Stem Cells in Development and Disease

October 31, 2012
10 minutes
Kristin Baldwin, Leanne Jones, Ulrich Mueller, Birgitt Schuele, Fyodor Urnov
 

 

Kristin Baldwin is an associate professor of cell biology and an investigator of the Dorris Neuroscience Institute at the Scripps Research Institute. The Baldwin laboratory is interested in basic mechanisms of reprogramming, epigenetic remodeling, genome stability and molecular diversity in stem cells and neurons. Research in the lab aims to apply these findings to develop improved models of human neurologic diseases. Members of the Baldwin lab generated first mice derived entirely from a fibroblast (via an iPSC intermediate), helping to establish iPSCs cells as functionally similar to ES cells. Dr. Baldwin was a Pew Scholar in the Biological Sciences, a Donald E. and Delia B. Baxter Foundation Faculty Scholar, a Kavli Fellow and has received grant support from the California Institute of Regenerative Medicine (CIRM), the NIH, the Whitehall Foundation, the San Diego Foundation and the O’Keeffe Family Foundation. She received her Ph.D. from Stanford University.

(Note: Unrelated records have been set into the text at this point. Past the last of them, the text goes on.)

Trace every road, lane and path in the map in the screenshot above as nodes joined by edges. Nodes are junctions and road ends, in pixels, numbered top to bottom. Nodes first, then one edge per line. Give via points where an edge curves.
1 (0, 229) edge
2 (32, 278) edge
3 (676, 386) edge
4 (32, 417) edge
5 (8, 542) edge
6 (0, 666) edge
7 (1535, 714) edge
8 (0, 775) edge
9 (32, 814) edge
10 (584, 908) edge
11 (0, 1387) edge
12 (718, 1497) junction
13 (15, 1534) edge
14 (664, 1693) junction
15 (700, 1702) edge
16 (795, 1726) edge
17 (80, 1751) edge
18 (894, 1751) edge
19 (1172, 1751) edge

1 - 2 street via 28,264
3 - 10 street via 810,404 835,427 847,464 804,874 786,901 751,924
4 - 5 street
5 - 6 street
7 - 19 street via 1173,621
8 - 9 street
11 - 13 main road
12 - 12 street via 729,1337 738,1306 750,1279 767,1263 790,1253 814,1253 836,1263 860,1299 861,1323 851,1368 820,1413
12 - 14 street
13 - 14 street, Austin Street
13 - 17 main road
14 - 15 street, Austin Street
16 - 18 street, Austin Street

Leanne Jones is currently an associate professor in the Laboratory of Genetics at the Salk Institute for Biological Studies, where her lab addresses questions regarding stem cell-niche interactions during development, aging, and in response to changes in metabolism. Dr. Jones received her Ph.D. in microbiology and molecular genetics from Harvard University. She then conducted her postdoctoral work at Stanford University School of Medicine in the Departments of Genetics and Developmental Biology.

Ulrich Mueller has been with the Scripps Research Institute since 2003 and prior to that he was at the Friedrich Miescher Institute in Basel, Switzerland. His research focus is on auditory perception and neuronal circuit formation. He and his laboratory team identify and study genes that control the function of the auditory sense organ of mammals. They also analyze the mechanisms that establish neuronal connections between the auditory sense organs and the cerebral cortex, and the formation of cell layers and neuronal circuits within the cortex. Dr. Mueller received his Ph.D. from the Albertus Magnus University in Cologne, Germany.

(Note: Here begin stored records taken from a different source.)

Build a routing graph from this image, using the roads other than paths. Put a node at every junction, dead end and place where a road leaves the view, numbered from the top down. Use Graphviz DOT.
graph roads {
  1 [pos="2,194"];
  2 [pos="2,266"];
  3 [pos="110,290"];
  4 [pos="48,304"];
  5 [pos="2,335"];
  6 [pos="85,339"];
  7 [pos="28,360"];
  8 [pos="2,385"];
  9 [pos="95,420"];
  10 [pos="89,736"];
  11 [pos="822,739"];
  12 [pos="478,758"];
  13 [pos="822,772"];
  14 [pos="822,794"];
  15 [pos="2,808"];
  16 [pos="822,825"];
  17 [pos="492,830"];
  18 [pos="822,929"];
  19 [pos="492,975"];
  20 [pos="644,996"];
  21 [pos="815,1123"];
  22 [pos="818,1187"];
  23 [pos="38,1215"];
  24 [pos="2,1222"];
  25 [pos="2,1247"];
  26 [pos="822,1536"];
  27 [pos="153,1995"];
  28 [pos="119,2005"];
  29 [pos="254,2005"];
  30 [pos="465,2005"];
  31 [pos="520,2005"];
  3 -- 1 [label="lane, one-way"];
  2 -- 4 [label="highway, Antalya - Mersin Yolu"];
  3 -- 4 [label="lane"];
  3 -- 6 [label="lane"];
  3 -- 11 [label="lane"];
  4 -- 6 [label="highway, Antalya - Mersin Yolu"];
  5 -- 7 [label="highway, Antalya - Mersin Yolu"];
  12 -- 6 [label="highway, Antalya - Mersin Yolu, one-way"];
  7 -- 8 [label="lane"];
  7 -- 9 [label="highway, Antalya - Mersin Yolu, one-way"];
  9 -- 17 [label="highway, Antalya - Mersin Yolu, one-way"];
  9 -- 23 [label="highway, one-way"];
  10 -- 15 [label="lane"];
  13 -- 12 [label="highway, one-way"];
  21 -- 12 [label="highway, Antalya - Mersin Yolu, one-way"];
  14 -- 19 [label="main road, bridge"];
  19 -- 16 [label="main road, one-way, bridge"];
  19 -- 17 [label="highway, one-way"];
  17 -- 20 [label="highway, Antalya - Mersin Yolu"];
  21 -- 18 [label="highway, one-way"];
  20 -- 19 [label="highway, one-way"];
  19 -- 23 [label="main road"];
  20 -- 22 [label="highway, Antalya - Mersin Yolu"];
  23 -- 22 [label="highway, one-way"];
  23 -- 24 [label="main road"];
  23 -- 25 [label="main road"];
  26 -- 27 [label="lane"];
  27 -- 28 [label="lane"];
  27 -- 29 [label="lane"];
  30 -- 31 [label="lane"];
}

Birgitt Schuele joined The Parkinson’s Institute in 2005. She and her team are developing a new model of “Parkinson’s disease in a petri-dish”. Her team has created patient-derived pluripotent stem cell lines from patients with Parkinson’s disease and has developed approaches to differentiate them into
dopamine neurons. The goal is to utilize this new model to exploit disease mechanisms of PD, discover environmental toxins, and for innovative drug screening. Dr. Schüle earned her M.D. in 2001 from the Medical University Lübeck, Germany and received her doctoral degree (Dr. med.) in Molecular Neurophysiology from the Georg-August University, Göttingen, Germany.

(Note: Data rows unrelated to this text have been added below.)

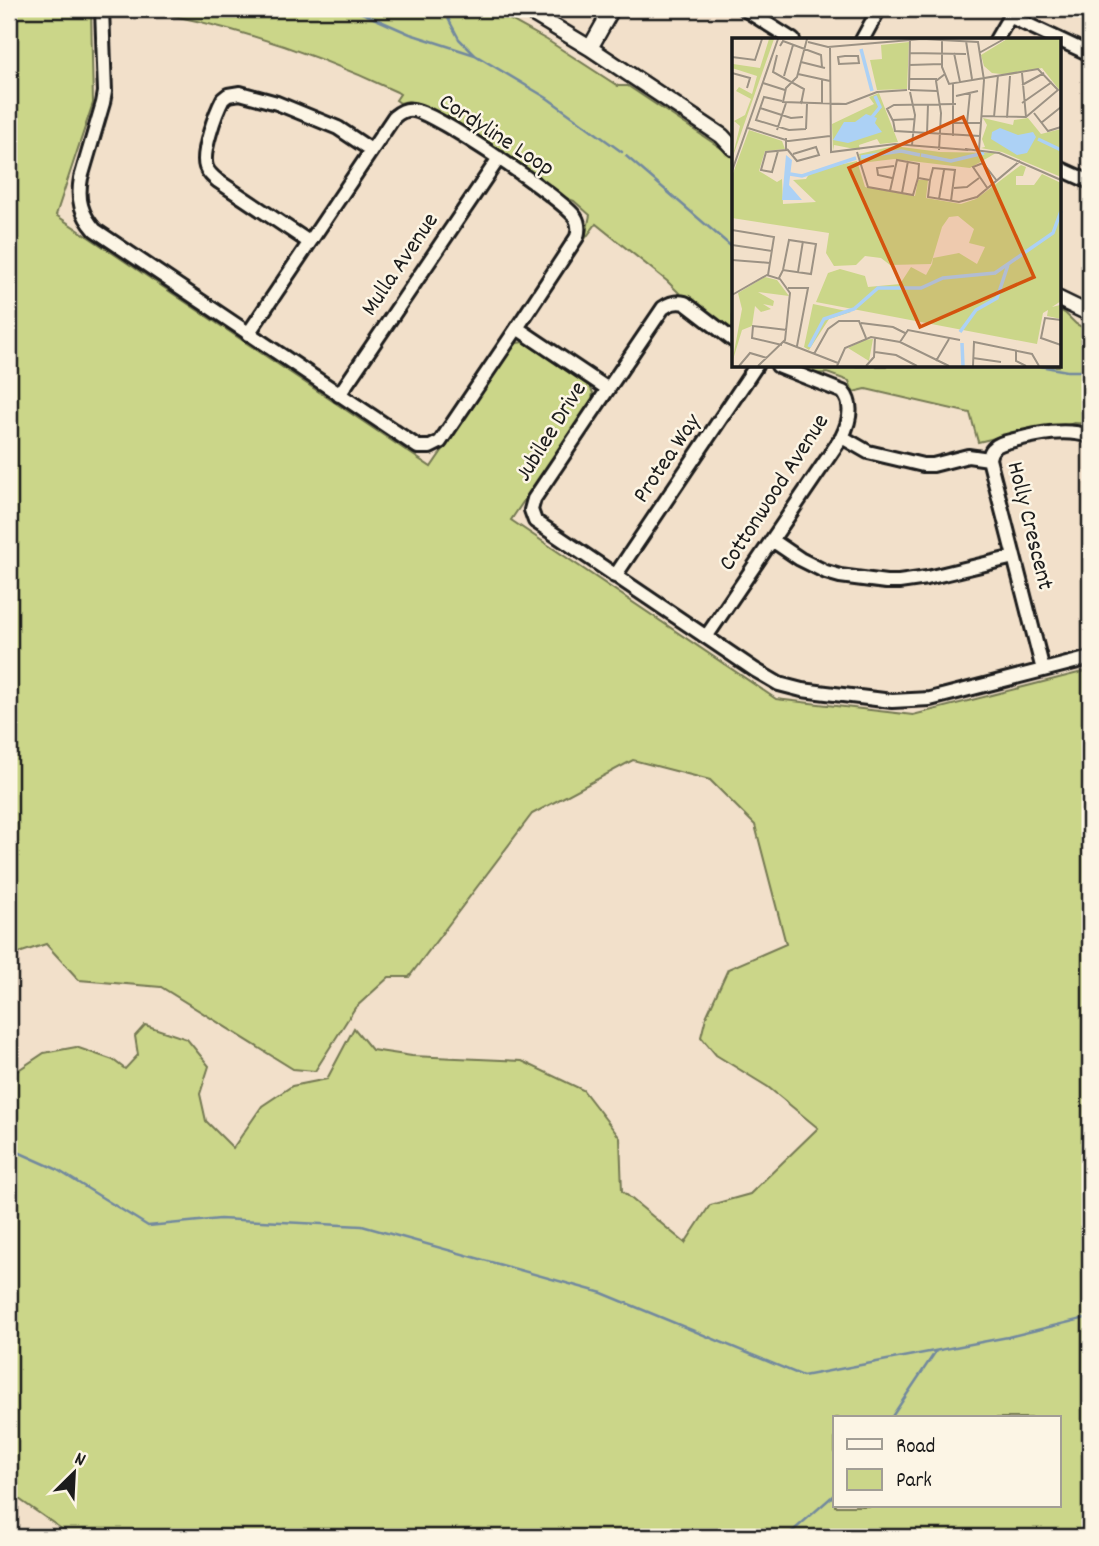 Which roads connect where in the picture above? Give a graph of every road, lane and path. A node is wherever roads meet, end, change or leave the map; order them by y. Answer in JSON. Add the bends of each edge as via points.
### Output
{"nodes":[{"id":1,"x":102,"y":9,"type":"edge"},
{"id":2,"x":525,"y":9,"type":"edge"},
{"id":3,"x":612,"y":9,"type":"edge"},
{"id":4,"x":745,"y":9,"type":"edge"},
{"id":5,"x":879,"y":9,"type":"edge"},
{"id":6,"x":1012,"y":13,"type":"edge"},
{"id":7,"x":790,"y":38,"type":"edge"},
{"id":8,"x":863,"y":38,"type":"edge"},
{"id":9,"x":997,"y":38,"type":"edge"},
{"id":10,"x":1060,"y":38,"type":"edge"},
{"id":11,"x":1060,"y":38,"type":"edge"},
{"id":12,"x":590,"y":48,"type":"junction"},
{"id":13,"x":1090,"y":54,"type":"edge"},
{"id":14,"x":728,"y":138,"type":"edge"},
{"id":15,"x":372,"y":150,"type":"junction"},
{"id":16,"x":499,"y":158,"type":"junction"},
{"id":17,"x":1060,"y":167,"type":"edge"},
{"id":18,"x":1090,"y":182,"type":"edge"},
{"id":19,"x":309,"y":242,"type":"junction"},
{"id":20,"x":1060,"y":299,"type":"edge"},
{"id":21,"x":1090,"y":314,"type":"edge"},
{"id":22,"x":517,"y":328,"type":"junction"},
{"id":23,"x":248,"y":334,"type":"junction"},
{"id":24,"x":732,"y":339,"type":"edge"},
{"id":25,"x":755,"y":368,"type":"edge"},
{"id":26,"x":783,"y":368,"type":"edge"},
{"id":27,"x":608,"y":389,"type":"junction"},
{"id":28,"x":339,"y":395,"type":"junction"},
{"id":29,"x":1090,"y":436,"type":"edge"},
{"id":30,"x":842,"y":437,"type":"junction"},
{"id":31,"x":989,"y":459,"type":"junction"},
{"id":32,"x":772,"y":540,"type":"junction"},
{"id":33,"x":1014,"y":556,"type":"junction"},
{"id":34,"x":615,"y":576,"type":"junction"},
{"id":35,"x":706,"y":637,"type":"junction"},
{"id":36,"x":1090,"y":658,"type":"edge"},
{"id":37,"x":1043,"y":670,"type":"junction"}],
"edges":[{"from":1,"to":23,"type":"street","via":[[105,92],[81,178],[79,197],[84,214],[104,237]]},
{"from":2,"to":12,"type":"street"},
{"from":3,"to":12,"type":"street"},
{"from":4,"to":7,"type":"street"},
{"from":5,"to":8,"type":"street"},
{"from":6,"to":9,"type":"street"},
{"from":6,"to":10,"type":"street"},
{"from":11,"to":13,"type":"street"},
{"from":12,"to":14,"type":"street"},
{"from":15,"to":16,"type":"street","name":"Cordyline Loop","via":[[394,117],[412,109]]},
{"from":15,"to":19,"type":"street","name":"Cordyline Loop"},
{"from":15,"to":19,"type":"street","via":[[338,128],[277,103],[240,93],[223,99],[207,145],[206,167],[218,181]]},
{"from":16,"to":22,"type":"street","name":"Cordyline Loop","via":[[564,207],[576,218],[579,231]]},
{"from":16,"to":28,"type":"street","name":"Mulla Avenue"},
{"from":17,"to":18,"type":"street"},
{"from":19,"to":23,"type":"street","name":"Cordyline Loop"},
{"from":20,"to":21,"type":"street"},
{"from":22,"to":27,"type":"street","name":"Jubilee Drive"},
{"from":22,"to":28,"type":"street","via":[[440,442],[430,447],[412,444]]},
{"from":23,"to":28,"type":"street"},
{"from":24,"to":27,"type":"street","via":[[685,303],[667,304]]},
{"from":25,"to":34,"type":"street","name":"Protea Way"},
{"from":26,"to":30,"type":"street","name":"Cottonwood Avenue","via":[[843,392],[850,408]]},
{"from":27,"to":34,"type":"street","name":"Jubilee Drive","via":[[531,510],[538,524]]},
{"from":29,"to":31,"type":"street","name":"Holly Crescent","via":[[1034,435],[999,445]]},
{"from":30,"to":31,"type":"street","via":[[867,452],[923,465],[968,456]]},
{"from":30,"to":32,"type":"street","name":"Cottonwood Avenue"},
{"from":31,"to":33,"type":"street","name":"Holly Crescent"},
{"from":32,"to":33,"type":"street","via":[[825,572],[899,583]]},
{"from":32,"to":35,"type":"street","name":"Cottonwood Avenue"},
{"from":33,"to":37,"type":"street","name":"Holly Crescent"},
{"from":34,"to":35,"type":"street","name":"Jubilee Drive"},
{"from":35,"to":37,"type":"street","name":"Jubilee Drive","via":[[779,684],[892,701],[930,699]]},
{"from":36,"to":37,"type":"street","name":"Jubilee Drive"}]}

Fyodor Urnov is senior scientist and team leader at Sangamo BioSciences, where he leads efforts to use targeted genome editing with engineered zinc finger nucleases to develop stem-cell-based treatments for monogenic disease, and to unravel the genetic basis of complex disease. Dr. Urnov received his undergraduate degree in biology from Moscow State University, and then studied how chromatin is involved in genome control in Susan Gerbi’s lab at Brown and in Alan Wollfe’s group at the NIH. He received his Ph.D. from Brown University. He has been at Sangamo BioSciences since 2000 and works on translating human genome editing to disease therapeutics. Dr. Fyodor also teaches undergraduate genetics and biochemistry at UC Berkeley.